Como sé que cualquier abuelo, seguramente muchos padres, de los que por la vida vamos con la conciencia bastante tranquila, y algunos años, bastantes, a cuestas ,hemos robado algún beso en algún momento, hemos incurrido en actitudes que ahora, hoy por hoy, no tendrían justificación en ciertos círculos de moral puritana, dogmática, pero que en su momento obedecían a unas leyes del galanteo, que en aquel punto concreto de la historia se ajustaban a los valores y actitudes imperantes, y que no pueden ser juzgadas, ni valoradas según los valores y circunstancias de la actualidad. Y, por supuesto, no hablo de propasarse, no hablo de obligar, forzar o violar, faltaría más, hablo, simplemente, de que a la mujer se la educaba en negar cualquier acercamiento carnal, y a los hombres en intentar derribar la barrera que se nos oponía. No había nada perverso en ello, todos conocíamos los límites, todos compartíamos las reglas con las que relacionarnos, todos, según las pacatas reglas de ciertos grupos preponderantes, fuimos acosadores, hicimos “Plácidos”, o, si la otra persona nos gustaba mucho, pudimos llegar a ponernos pesados, sin perturbar, dentro de las reglas que entonces conocíamos, vivíamos, sin ningún tipo de intención vejatoria o discriminadora.
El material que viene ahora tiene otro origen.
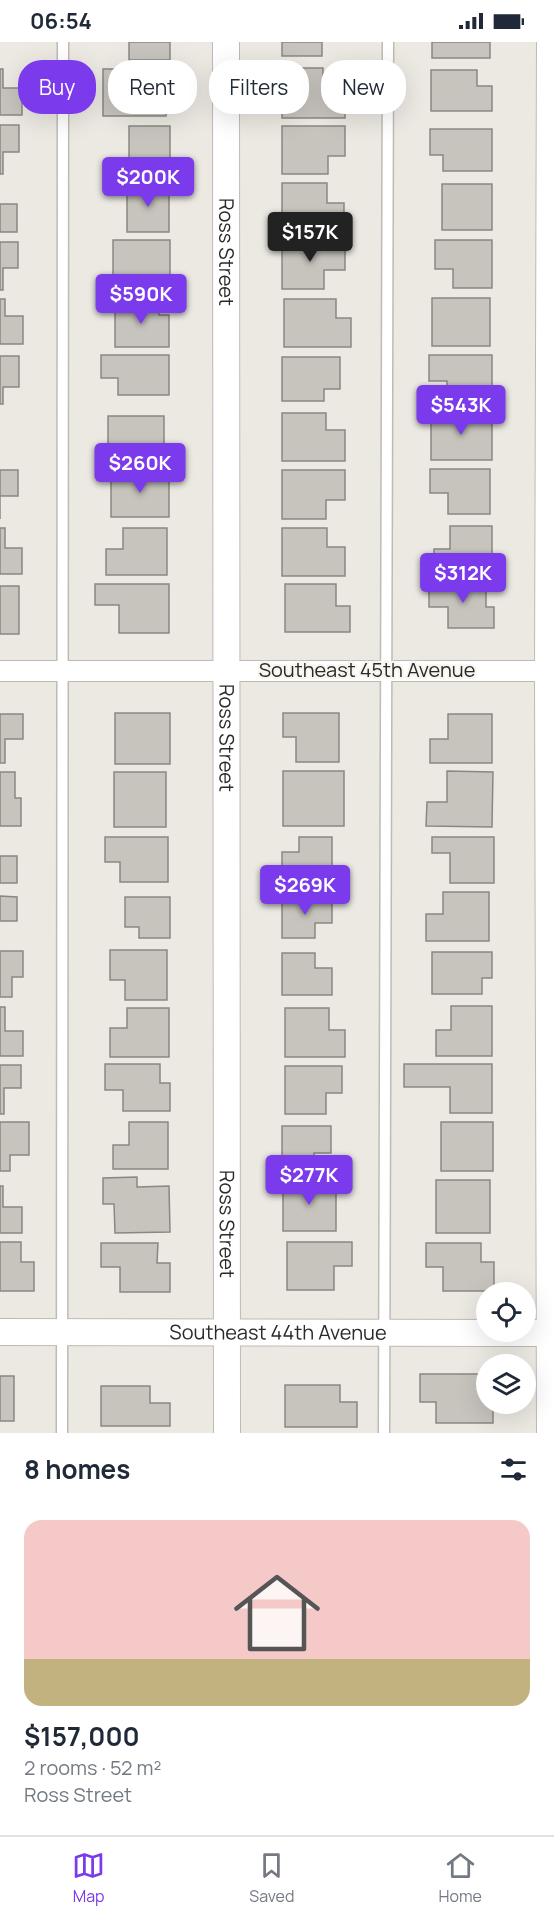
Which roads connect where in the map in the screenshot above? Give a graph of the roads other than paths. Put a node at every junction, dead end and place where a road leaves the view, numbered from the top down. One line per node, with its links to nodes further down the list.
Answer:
1 (63, 42): 5 (lane)
2 (226, 42): 6 (street, Ross Street)
3 (388, 42): 7 (lane)
4 (547, 42): 9 (street)
5 (62, 670): 6 (street, Southeast 45th Avenue); 8 (street, Southeast 45th Avenue); 11 (lane)
6 (228, 670): 7 (street, Southeast 45th Avenue); 12 (street, Ross Street)
7 (387, 670): 9 (street, Southeast 45th Avenue); 13 (lane)
8 (0, 671)
9 (550, 671): 14 (street)
10 (0, 1332): 11 (street, Southeast 44th Avenue)
11 (61, 1332): 12 (street, Southeast 44th Avenue); 15 (lane)
12 (227, 1332): 13 (street, Southeast 44th Avenue); 16 (street, Ross Street)
13 (384, 1332): 14 (street, Southeast 44th Avenue); 17 (lane)
14 (550, 1333): 18 (street)
15 (62, 1433)
16 (227, 1433)
17 (384, 1433)
18 (548, 1433)

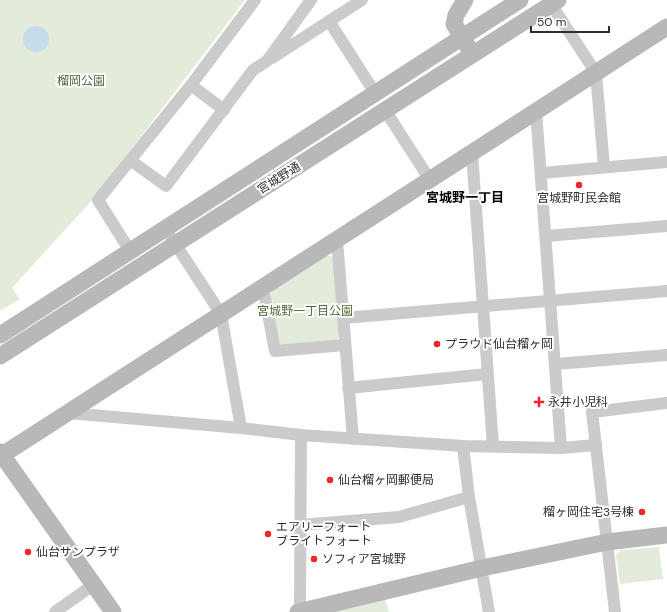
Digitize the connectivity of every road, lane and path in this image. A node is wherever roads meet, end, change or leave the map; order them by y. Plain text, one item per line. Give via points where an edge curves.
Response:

Demonizar es una actitud claramente militante, claramente puritana, claramente adoctrinadora, que no busca otra cosa que atemorizar, que imponer a la sociedad, por la vía de la coacción, actitudes elegidas por unos cuantos que, más allá de su pertinencia, de su conveniencia, deben de ser adquiridas por la educación, por la formación, por la madurez de un pensamiento individual que la actualidad demonizadora, globalizante, coercitiva, impide. Demonizar es una forma de hacerse, desde una perspectiva ideológica, con la capacidad de juzgar una historia en la que no se ha participado, ignorando todo aquello que no sean los hechos interpretados desde el dogmatismo militante, desde la absoluta ignorancia, voluntaria, intencionada,  de las circunstancias históricas que los ocasionaron. Demonizar es buscar el daño interesado, interesado por actitudes minoritarias, doctrinales, más allá de la responsabilidad legal, incluso cuando esta no existe. Demonizar es llevar lo personal a lo profesional, lo privado a lo público, y hacer un "totum revolutum" donde el revanchismo impere sobre cualquier otra opción. Demonizar es denunciar con rabia, con afán de dañar más allá del daño recibido y solo con el afán de lastimar sin límite, sin caridad. 

En fin, voy a acabar con estas mis palabras, no vaya a ser que alguien demonice su extensión, y no vuelva a leerme, ni a saludarme, y además considere que puede llamarle un “Rafael” a cualquier escrito con más de doscientas palabras, lo que se llama un “twiter”.